## INSTRUCTIONS TO FOLLOW
What do the lines say, reproduced word for word, from the first of the entries below through the line bearing "Build a routing"?
START THE DATA
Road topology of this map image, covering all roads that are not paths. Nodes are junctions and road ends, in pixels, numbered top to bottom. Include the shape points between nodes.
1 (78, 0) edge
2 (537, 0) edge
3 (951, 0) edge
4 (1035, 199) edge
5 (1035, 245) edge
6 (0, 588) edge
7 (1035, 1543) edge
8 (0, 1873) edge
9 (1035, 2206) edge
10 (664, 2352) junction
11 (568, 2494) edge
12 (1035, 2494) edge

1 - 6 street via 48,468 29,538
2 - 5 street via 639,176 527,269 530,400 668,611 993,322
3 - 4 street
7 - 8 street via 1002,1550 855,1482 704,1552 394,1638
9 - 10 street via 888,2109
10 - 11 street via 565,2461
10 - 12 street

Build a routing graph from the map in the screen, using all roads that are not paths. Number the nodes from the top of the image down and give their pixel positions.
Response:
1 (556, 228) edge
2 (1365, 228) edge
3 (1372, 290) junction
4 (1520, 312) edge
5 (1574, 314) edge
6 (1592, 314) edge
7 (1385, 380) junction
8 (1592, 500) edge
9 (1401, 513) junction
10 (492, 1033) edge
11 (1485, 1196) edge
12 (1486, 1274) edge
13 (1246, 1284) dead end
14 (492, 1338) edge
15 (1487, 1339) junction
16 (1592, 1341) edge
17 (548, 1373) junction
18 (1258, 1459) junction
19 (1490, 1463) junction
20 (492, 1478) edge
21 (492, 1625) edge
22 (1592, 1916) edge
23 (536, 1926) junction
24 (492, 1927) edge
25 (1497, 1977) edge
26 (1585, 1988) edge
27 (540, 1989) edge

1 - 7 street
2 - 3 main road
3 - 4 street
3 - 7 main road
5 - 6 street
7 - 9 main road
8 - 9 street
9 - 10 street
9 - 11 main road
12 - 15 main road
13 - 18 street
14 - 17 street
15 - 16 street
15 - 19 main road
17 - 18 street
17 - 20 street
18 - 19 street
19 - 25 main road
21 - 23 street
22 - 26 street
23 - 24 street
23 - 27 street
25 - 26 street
END THE DATA
## TASK RESPONSE
Road topology of this map image, covering all roads that are not paths. Nodes are junctions and road ends, in pixels, numbered top to bottom. Include the shape points between nodes.
1 (78, 0) edge
2 (537, 0) edge
3 (951, 0) edge
4 (1035, 199) edge
5 (1035, 245) edge
6 (0, 588) edge
7 (1035, 1543) edge
8 (0, 1873) edge
9 (1035, 2206) edge
10 (664, 2352) junction
11 (568, 2494) edge
12 (1035, 2494) edge

1 - 6 street via 48,468 29,538
2 - 5 street via 639,176 527,269 530,400 668,611 993,322
3 - 4 street
7 - 8 street via 1002,1550 855,1482 704,1552 394,1638
9 - 10 street via 888,2109
10 - 11 street via 565,2461
10 - 12 street

Build a routing graph from the map in the screen, using all roads that are not paths. Number the nodes from the top of the image down and give their pixel positions.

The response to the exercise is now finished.